• Exercise brief:
If a line in the data holds the string "Close", list it.

• Exercise data:

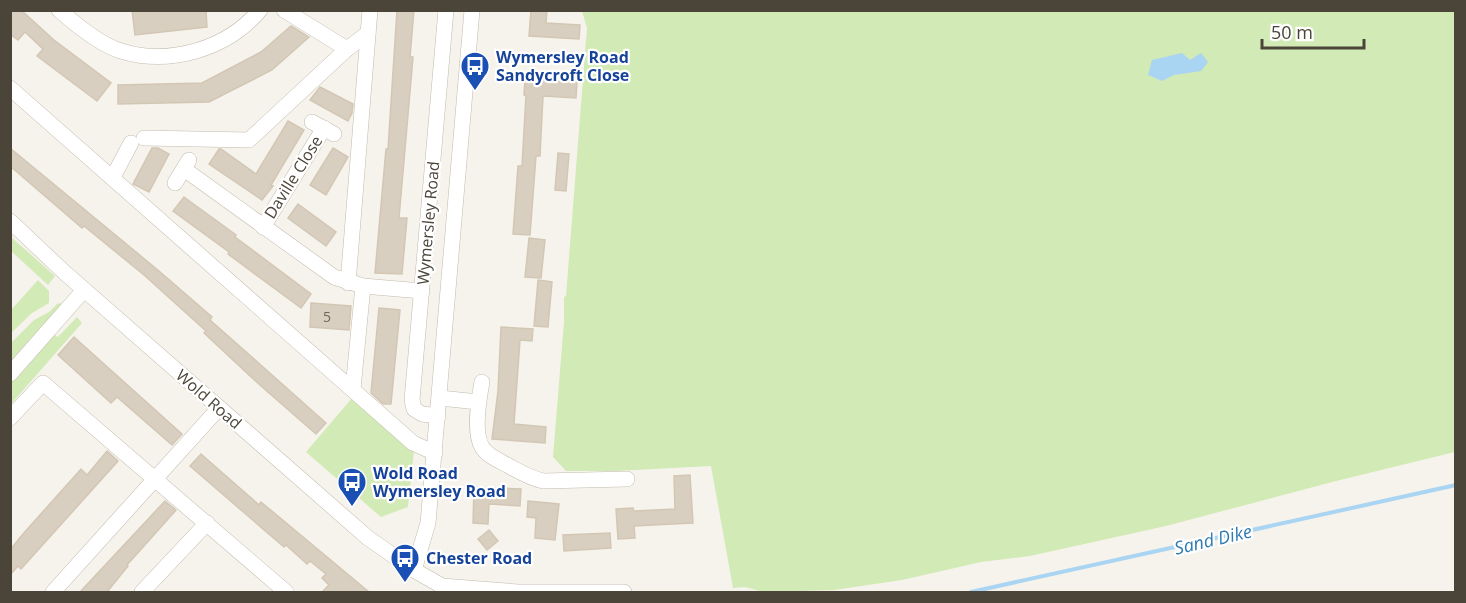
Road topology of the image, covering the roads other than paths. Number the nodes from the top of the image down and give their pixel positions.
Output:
1 (59, 10) edge
2 (260, 10) edge
3 (284, 10) edge
4 (370, 10) edge
5 (446, 10) edge
6 (472, 10) edge
7 (368, 33) junction
8 (347, 49) junction
9 (10, 88) edge
10 (324, 128) dead end
11 (113, 177) junction
12 (175, 183) dead end
13 (10, 221) edge
14 (263, 227) junction
15 (355, 285) junction
16 (84, 290) junction
17 (422, 291) junction
18 (10, 374) edge
19 (482, 382) dead end
20 (353, 389) junction
21 (440, 398) junction
22 (478, 402) junction
23 (219, 408) junction
24 (438, 416) junction
25 (10, 418) edge
26 (435, 453) junction
27 (155, 478) junction
28 (617, 483) dead end
29 (207, 523) junction
30 (414, 570) junction
31 (441, 589) edge
32 (53, 592) edge
33 (142, 592) edge
34 (286, 592) edge
35 (624, 592) edge

1 - 2 street
3 - 8 street
4 - 7 street
5 - 17 street, Wymersley Road
6 - 21 street, Wymersley Road
7 - 8 street
7 - 15 street
8 - 11 street
9 - 11 street
10 - 14 street, Daville Close
11 - 20 street
12 - 14 street, Daville Close
13 - 16 street, Wold Road
14 - 15 street, Daville Close
15 - 17 street, Daville Close
15 - 20 street
16 - 18 street
16 - 23 street, Wold Road
17 - 24 street, Wymersley Road
19 - 22 street
20 - 26 street
21 - 22 street
21 - 24 street, Wymersley Road
22 - 28 street
23 - 27 street
23 - 30 street, Wold Road
24 - 26 street, Wymersley Road
25 - 27 street
26 - 30 street, Wymersley Road
27 - 29 street
27 - 32 street
29 - 33 street
29 - 34 street
30 - 31 street, Wold Road
31 - 35 street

• Solved problem:
10 - 14 street, Daville Close
12 - 14 street, Daville Close
14 - 15 street, Daville Close
15 - 17 street, Daville Close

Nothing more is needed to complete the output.